---------- LISTED ENTRIES
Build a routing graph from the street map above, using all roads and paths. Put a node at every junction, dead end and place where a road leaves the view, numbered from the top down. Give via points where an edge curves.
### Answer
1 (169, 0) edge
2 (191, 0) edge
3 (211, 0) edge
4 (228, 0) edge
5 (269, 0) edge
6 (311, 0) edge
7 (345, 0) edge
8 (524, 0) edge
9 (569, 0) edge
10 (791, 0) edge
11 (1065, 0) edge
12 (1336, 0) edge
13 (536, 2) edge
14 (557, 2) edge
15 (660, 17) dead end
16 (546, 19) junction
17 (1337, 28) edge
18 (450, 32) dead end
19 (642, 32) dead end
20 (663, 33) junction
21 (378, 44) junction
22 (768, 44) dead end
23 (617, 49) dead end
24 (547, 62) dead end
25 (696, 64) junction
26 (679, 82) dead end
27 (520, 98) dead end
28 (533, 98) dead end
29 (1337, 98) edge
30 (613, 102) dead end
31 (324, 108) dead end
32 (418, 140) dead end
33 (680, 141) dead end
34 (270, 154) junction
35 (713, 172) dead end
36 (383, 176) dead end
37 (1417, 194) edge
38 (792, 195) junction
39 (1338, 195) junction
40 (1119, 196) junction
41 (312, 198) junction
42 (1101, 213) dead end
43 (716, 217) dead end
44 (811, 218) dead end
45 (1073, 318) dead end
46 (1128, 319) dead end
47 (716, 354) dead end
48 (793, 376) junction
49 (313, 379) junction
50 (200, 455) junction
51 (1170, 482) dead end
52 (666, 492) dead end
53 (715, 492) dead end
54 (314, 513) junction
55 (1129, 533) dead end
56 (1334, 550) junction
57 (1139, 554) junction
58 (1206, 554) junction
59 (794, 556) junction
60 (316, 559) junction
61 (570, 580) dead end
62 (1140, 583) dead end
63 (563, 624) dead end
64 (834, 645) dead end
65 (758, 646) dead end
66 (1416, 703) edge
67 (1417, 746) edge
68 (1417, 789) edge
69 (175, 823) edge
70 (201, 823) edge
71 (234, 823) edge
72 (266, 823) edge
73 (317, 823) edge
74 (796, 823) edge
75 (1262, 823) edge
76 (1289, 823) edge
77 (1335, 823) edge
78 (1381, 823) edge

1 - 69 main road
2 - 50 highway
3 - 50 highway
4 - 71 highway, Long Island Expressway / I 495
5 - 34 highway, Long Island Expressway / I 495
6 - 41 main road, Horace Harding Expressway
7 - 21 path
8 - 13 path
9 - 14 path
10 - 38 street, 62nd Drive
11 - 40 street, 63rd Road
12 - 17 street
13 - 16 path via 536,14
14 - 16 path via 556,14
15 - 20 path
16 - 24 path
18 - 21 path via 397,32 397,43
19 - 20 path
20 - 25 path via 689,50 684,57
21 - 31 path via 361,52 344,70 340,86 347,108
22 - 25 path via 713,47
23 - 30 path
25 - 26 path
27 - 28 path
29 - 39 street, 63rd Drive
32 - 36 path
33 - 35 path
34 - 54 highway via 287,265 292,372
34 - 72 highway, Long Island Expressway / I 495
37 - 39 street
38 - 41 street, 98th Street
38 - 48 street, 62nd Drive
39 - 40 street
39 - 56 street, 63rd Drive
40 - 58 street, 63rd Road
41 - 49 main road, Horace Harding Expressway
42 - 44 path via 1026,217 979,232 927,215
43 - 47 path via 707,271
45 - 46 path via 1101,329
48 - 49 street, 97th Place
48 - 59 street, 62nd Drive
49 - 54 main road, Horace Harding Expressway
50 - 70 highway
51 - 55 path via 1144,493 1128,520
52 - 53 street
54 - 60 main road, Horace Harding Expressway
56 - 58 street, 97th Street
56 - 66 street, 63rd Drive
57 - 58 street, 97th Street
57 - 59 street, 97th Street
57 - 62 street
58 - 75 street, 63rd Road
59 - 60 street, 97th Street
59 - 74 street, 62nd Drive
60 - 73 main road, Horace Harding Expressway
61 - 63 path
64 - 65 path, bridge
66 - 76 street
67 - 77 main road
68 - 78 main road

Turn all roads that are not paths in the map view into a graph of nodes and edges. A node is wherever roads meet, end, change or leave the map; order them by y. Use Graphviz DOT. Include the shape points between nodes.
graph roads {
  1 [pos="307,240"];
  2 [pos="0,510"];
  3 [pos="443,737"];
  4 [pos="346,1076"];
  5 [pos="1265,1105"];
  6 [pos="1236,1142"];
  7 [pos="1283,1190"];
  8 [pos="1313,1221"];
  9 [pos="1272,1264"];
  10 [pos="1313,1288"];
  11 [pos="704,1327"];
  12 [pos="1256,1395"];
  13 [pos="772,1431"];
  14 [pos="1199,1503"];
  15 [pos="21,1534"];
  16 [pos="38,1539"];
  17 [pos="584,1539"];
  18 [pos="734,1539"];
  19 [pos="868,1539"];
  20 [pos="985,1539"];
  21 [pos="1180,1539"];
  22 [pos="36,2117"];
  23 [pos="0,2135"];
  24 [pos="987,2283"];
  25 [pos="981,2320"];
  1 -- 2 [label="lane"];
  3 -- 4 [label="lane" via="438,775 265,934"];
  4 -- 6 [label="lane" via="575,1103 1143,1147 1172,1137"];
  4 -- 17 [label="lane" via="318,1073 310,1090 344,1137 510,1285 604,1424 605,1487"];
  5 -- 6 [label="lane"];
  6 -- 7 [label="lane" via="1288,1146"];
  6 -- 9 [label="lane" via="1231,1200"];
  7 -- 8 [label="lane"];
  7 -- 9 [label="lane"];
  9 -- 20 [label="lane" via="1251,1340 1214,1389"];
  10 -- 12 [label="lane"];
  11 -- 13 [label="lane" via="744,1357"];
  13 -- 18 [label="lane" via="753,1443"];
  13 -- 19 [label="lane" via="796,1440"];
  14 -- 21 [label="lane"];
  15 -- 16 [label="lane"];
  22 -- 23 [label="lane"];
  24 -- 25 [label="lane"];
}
--------------------
- BRIEF
Look at the records above. Copy every line where the string "points" occurs.

- FINAL ANSWER
Build a routing graph from the street map above, using all roads and paths. Put a node at every junction, dead end and place where a road leaves the view, numbered from the top down. Give via points where an edge curves.
Turn all roads that are not paths in the map view into a graph of nodes and edges. A node is wherever roads meet, end, change or leave the map; order them by y. Use Graphviz DOT. Include the shape points between nodes.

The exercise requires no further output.